Notice how I define a class (SomeClass) with two constants. The first is private, so it can only be access from the class it self, but the other one is public. So, in our main program code, I access both constants differently - first directly, since the fake answer is publicly available, and secondly with the help of the GetAnswer() method.

Which types can be used as a constant?

Since constants has to be declared immediately and can't be changed later on, the value you assign to a constant has to be a constant expression and the compiler must be able to evaluate the value already at compile time. This means that numbers, boolean values and strings can be used just fine for a constant, while e.g. a DateTime object can't be used as a constant.

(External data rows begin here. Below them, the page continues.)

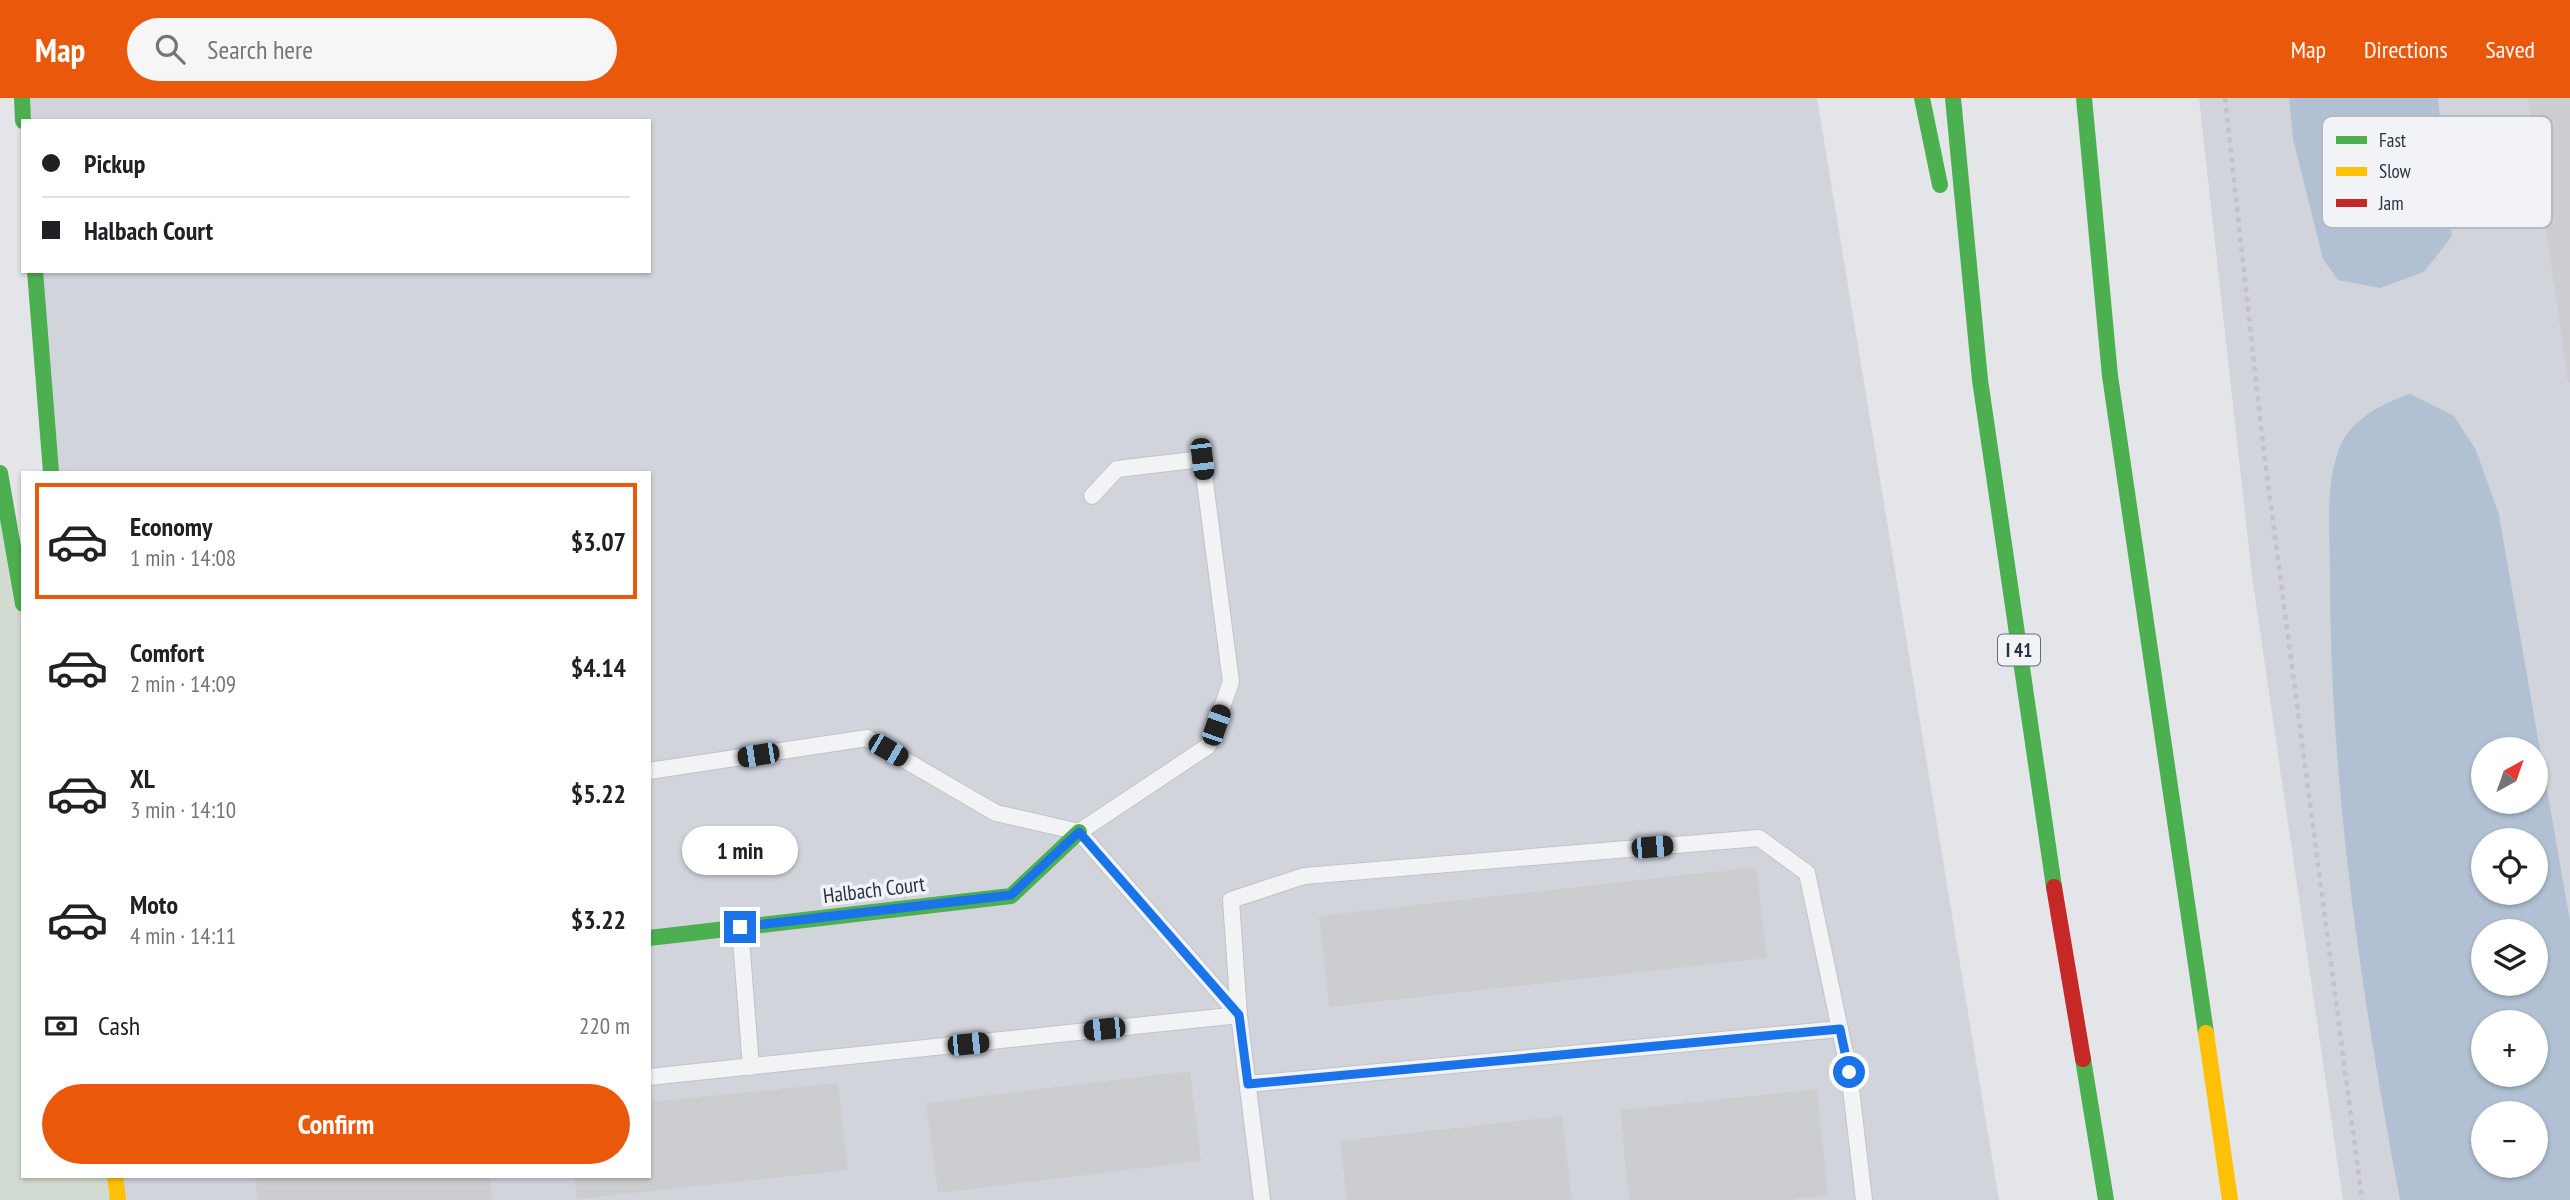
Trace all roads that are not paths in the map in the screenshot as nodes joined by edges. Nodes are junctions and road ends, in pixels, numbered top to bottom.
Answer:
1 (22, 98) edge
2 (1922, 98) edge
3 (1952, 98) edge
4 (2084, 98) edge
5 (23, 119) edge
6 (1944, 206) dead end
7 (1950, 232) dead end
8 (35, 273) edge
9 (1980, 380) junction
10 (51, 471) edge
11 (0, 473) edge
12 (1092, 496) dead end
13 (21, 593) edge
14 (651, 771) edge
15 (1079, 832) junction
16 (740, 927) junction
17 (651, 938) edge
18 (1239, 1015) junction
19 (1840, 1029) junction
20 (751, 1066) junction
21 (651, 1077) edge
22 (1248, 1084) junction
23 (115, 1178) edge
24 (118, 1200) edge
25 (1262, 1200) edge
26 (1864, 1200) edge
27 (2106, 1200) edge
28 (2230, 1200) edge

1 - 5 main road
2 - 6 main road
3 - 9 main road, I 41
4 - 28 main road
7 - 9 main road
8 - 10 main road
9 - 27 main road, I 41
11 - 13 main road
12 - 15 lane
14 - 15 lane
15 - 16 main road, Halbach Court
15 - 18 lane
16 - 17 main road, Halbach Court
16 - 20 lane
18 - 19 lane
18 - 20 lane
18 - 22 lane
19 - 22 lane
19 - 26 lane
20 - 21 lane
22 - 25 lane
23 - 24 main road

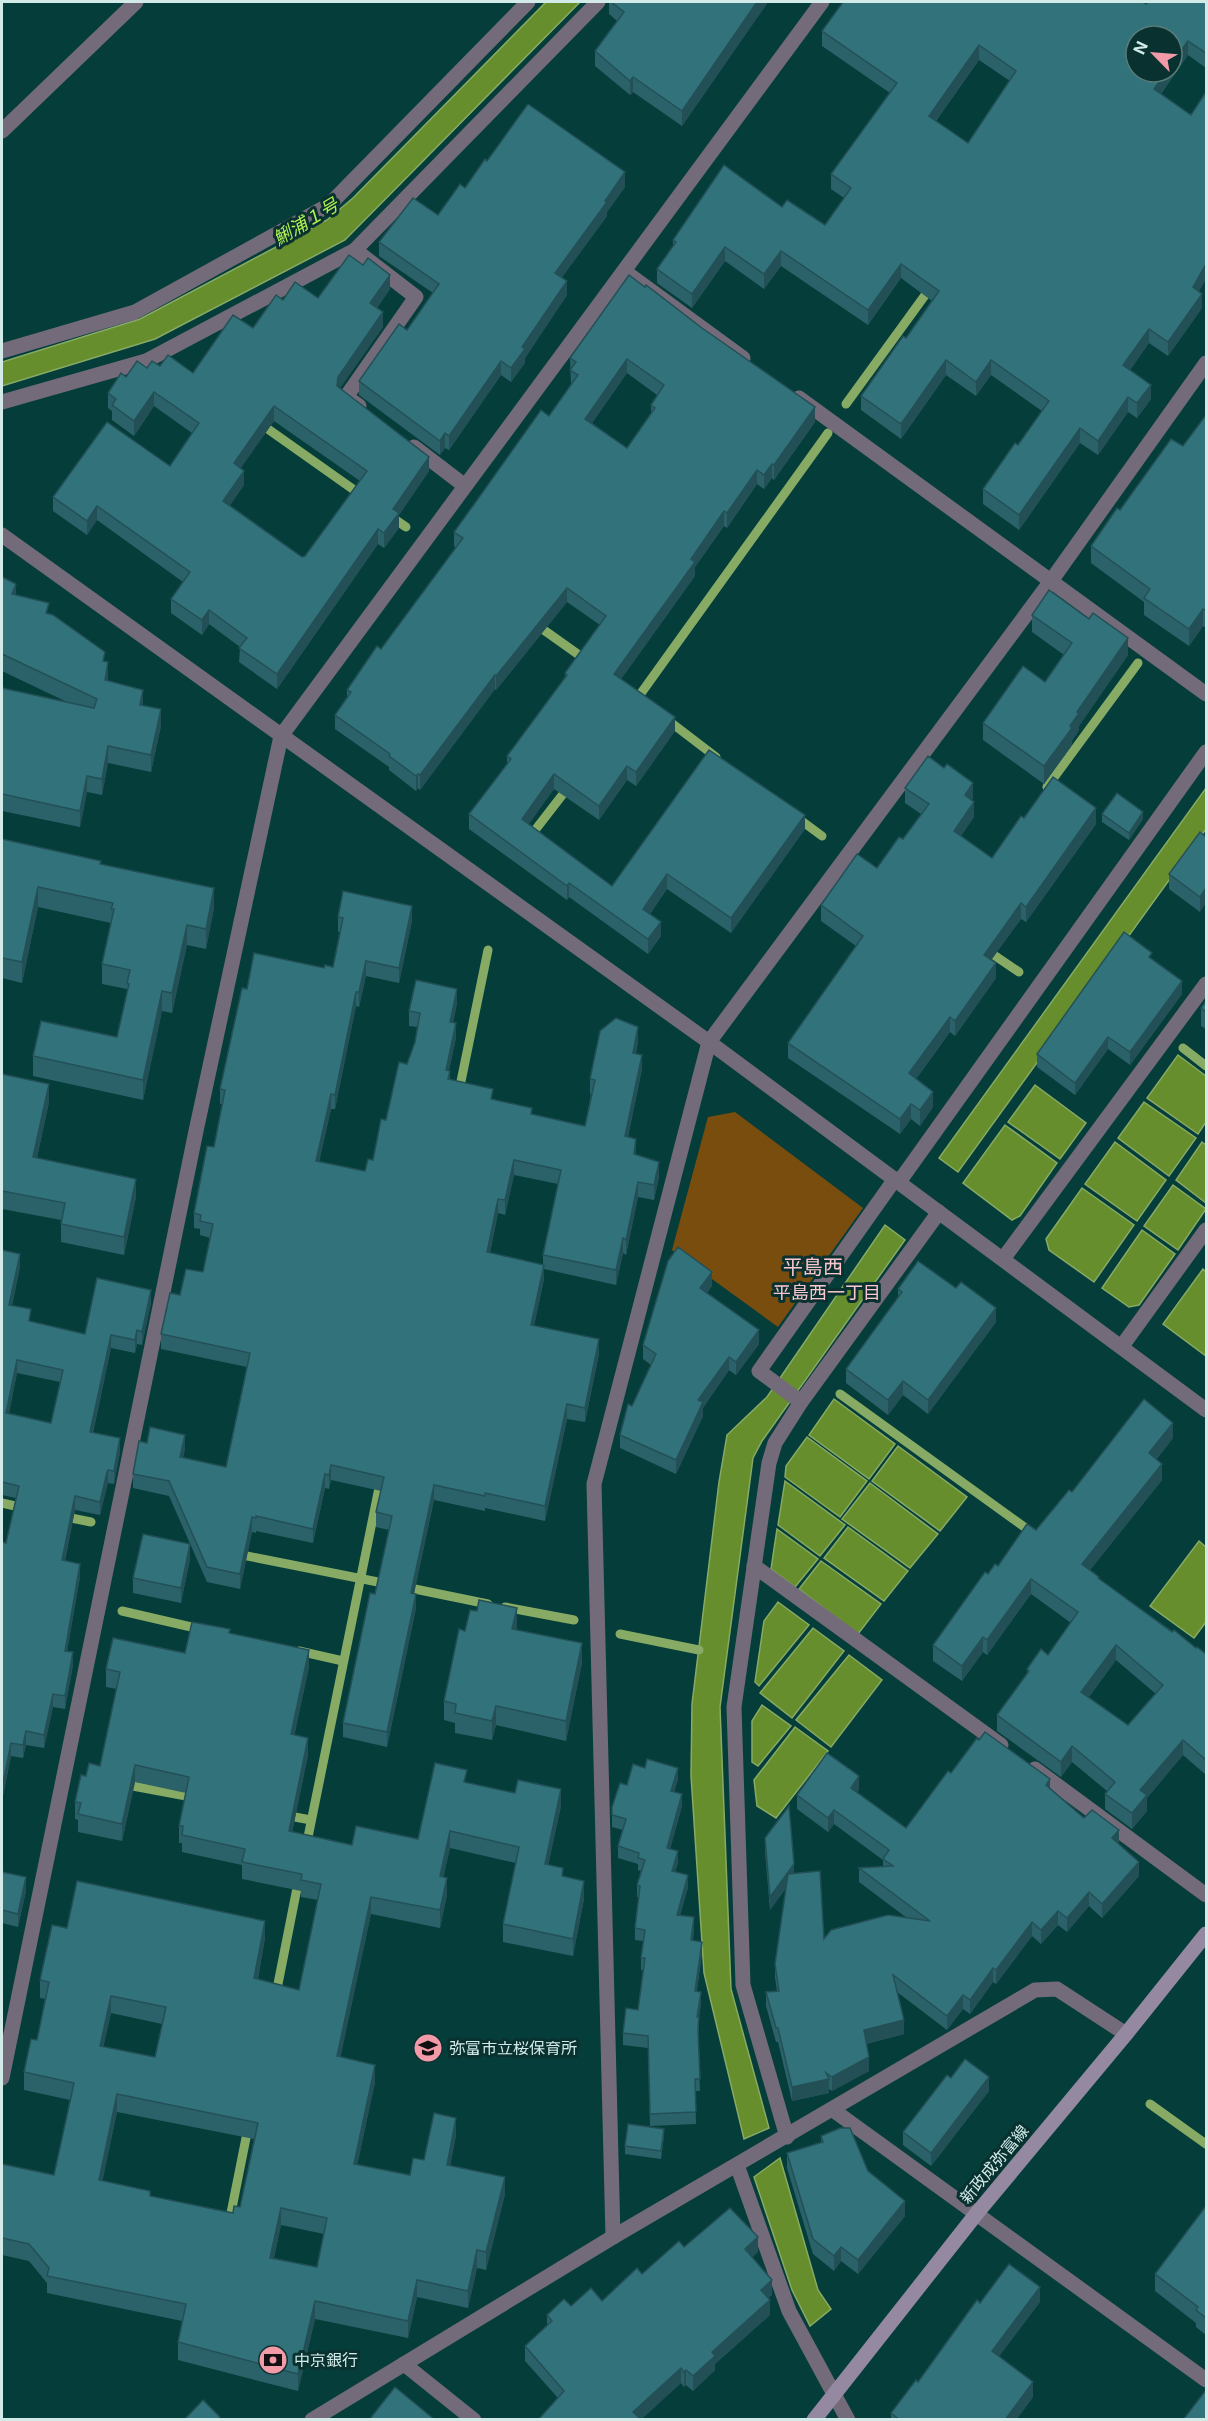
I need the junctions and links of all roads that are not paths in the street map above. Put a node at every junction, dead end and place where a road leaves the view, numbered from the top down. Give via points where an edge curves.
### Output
1 (136, 2) edge
2 (528, 2) edge
3 (598, 2) edge
4 (822, 2) edge
5 (2, 131) edge
6 (355, 250) junction
7 (624, 271) junction
8 (2, 351) edge
9 (1206, 363) edge
10 (759, 369) edge
11 (788, 391) edge
12 (2, 402) edge
13 (374, 417) edge
14 (401, 438) edge
15 (465, 486) junction
16 (2, 535) edge
17 (1051, 581) junction
18 (1206, 694) edge
19 (281, 736) junction
20 (1206, 752) edge
21 (1206, 984) edge
22 (709, 1042) junction
23 (897, 1181) junction
24 (939, 1212) junction
25 (1206, 1230) edge
26 (1004, 1259) junction
27 (1122, 1346) junction
28 (801, 1402) junction
29 (1206, 1410) edge
30 (754, 1566) junction
31 (1206, 1895) edge
32 (1206, 1934) edge
33 (1126, 2034) junction
34 (2, 2078) edge
35 (833, 2110) junction
36 (787, 2137) junction
37 (737, 2165) junction
38 (977, 2213) junction
39 (613, 2237) junction
40 (404, 2364) junction
41 (1206, 2380) edge
42 (834, 2395) junction
43 (312, 2420) edge
44 (474, 2420) edge
45 (814, 2420) edge
46 (848, 2420) edge

1 - 5 street
2 - 8 street via 328,205 135,312
3 - 6 street
4 - 7 street
6 - 12 street via 146,361
6 - 13 street via 416,297 346,397
7 - 10 street
7 - 15 street
9 - 17 street
11 - 17 street
14 - 15 street
15 - 19 street
16 - 19 street
17 - 18 street
17 - 22 street
19 - 22 street
19 - 34 street via 192,1149
20 - 23 street
21 - 26 street
22 - 23 street
22 - 39 street via 594,1484
23 - 24 street
23 - 28 street via 759,1371
24 - 26 street
24 - 28 street
25 - 27 street
26 - 27 street
27 - 29 street
28 - 30 street via 775,1443 769,1463
30 - 31 street
30 - 36 street via 734,1707 743,1985
32 - 33 main road, 新政成弥富線
33 - 35 street via 1057,1989 1035,1990
33 - 38 main road, 新政成弥富線
35 - 36 street
35 - 38 street
36 - 37 street
37 - 39 street
37 - 42 street via 789,2311
38 - 41 street
38 - 42 main road, 新政成弥富線
39 - 40 street
40 - 43 street
40 - 44 street
42 - 45 main road, 新政成弥富線
42 - 46 street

Since the compiler needs to know the value immediately, it also means that there are some limitations to what you can do when setting the value. For instance, these are perfect examples of what you CAN do:

const int a = 10;  
const float b = a * 2.5f;

const string s1 = "Hello, world!";  
const string s2 = s1 + " How are you?";

On the other hand, you can't use the result of a method call or a non-constant class member, since these are not constant expressions. Here comes a couple of examples of what you CAN'T do:

// NOT possible:
const int a = Math.Cos(4) * 2;
// Possible:
const string s1 = "Hello, world!";
// NOT possible:
const string s2 = s1.Substring(0, 6) + " Universe";

The difference lies in what the compiler can be expected to know when it reaches your code, e.g. numbers, strings and other constants, in contrast to what it has to execute to get the value for.

A constant alternative: The readonly field

If you're looking for a slightly less restrictive version of a class constant, you may want to have a look at the readonly keyword. It's not available on the method level, but it can be used on the class level, to define a field which can only be modified during declaration or the execution of the constructor method of the class. So, as soon as the object is available for use, the readonly field will have the same value forever and can't be modified by the user. Let's try it out:

class SomeClass
{
    private readonly DateTime rightNow;
    public readonly DateTime later = DateTime.Now.AddHours(2);

    public SomeClass()
    {
        this.rightNow = DateTime.Now;
    }
}

So, we have two readonly fields: The first is private, the second one is public (we usually have properties for that, but bear with me here). The first is declared without a value (we can do that with readonly fields, unlike with constants), while the other one is initialized immediately. You will also notice that we're using the DateTime class as the data type, and we assign a non-constant value to it. In other words, we do a lot of stuff that we can't do with constants, making readonly fields a nice alternative to constants.

Notice how I assign a value to the rightNow field in the constructor of the SomeClass class. As already mentioned, this is the last chance to assign a value to a readonly field. After that, whether you are in a method inside the defining class or outside, you will get a compile error if you try to assign a value to a readonly field.

Summary

A constant can be defined either inside the scope of a method or on the class level. It allows you to define a value which is known already at compile time and which can't be changed later on. Typical types used for constants are integers, floats, strings, and booleans. If you're looking for more flexibility, try the readonly field, as described above.